Pharmacokinetics and pharmacodynamics of terfenadine and chlorpheniramine in the elderly

In a double-blind, randomized, crossover study, the H 1-receptor antagonists, terfenadine and chlorpheniramine, were investigated in eight healthy, fasting female subjects, aged 67.8 ± SD 0.8 years, who ingested single doses of terfenadine, 1 mg/kg (mean dose, 69.6 ± 11.2 mg), and chlorpheniramine, 0.12 mg/kg (mean dose, 8.4 ± 1.3 mg). The mean serum-elimination half-life of terfenadine metabolite I was 8.7 ± 3.7 hours. After terfenadine ingestion, significant wheal suppression occurred from 2 to 24 hours compared to predose wheal size, with maximum wheal suppression, 42 ± 13% to 60 ± 16% from 2 to 12 hours.

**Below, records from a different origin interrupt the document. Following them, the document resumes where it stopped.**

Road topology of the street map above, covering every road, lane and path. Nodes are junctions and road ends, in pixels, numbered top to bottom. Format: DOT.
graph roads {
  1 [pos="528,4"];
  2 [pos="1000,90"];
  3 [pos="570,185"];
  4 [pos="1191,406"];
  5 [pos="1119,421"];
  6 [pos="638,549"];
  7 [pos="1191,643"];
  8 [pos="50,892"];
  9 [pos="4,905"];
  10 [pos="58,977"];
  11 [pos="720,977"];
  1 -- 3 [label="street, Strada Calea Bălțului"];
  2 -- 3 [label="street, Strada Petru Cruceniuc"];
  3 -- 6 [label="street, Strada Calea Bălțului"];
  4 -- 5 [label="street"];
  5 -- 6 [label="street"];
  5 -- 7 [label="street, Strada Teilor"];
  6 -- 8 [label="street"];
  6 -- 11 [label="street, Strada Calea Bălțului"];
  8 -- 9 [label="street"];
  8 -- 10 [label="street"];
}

Significant flare suppression occurred from 2 to 24 hours, with maximum flare suppression, 75 ± 15% to 78 ± 13% from 4 to 8 hours. The mean serum-elimination half-life of chlorpheniramine was 22.6 ± 11.0 hours. After chlorpheniramine ingestion, significant wheal suppression occurred from 1 to 10 hours, inclusive, compared to predose wheal size, with maximum wheal suppression, 36 ± 11% to 37 ± 11% from 5 to 6 hours. Significant flare suppression occurred from 1 to 12 hours, with maximum flare suppression of 43 ± 14% to 46 ± 19% at 2, 5, and 6 hours ( p < 0.01). Adverse effects, chiefly sedation, occurred in five of eight patients after receiving terfenadine, and in all eight patients after receiving chlorpheniramine; but, since no placebo control was administered, these adverse effects could not be definitely attributed to H 1-receptor-antagonist ingestion.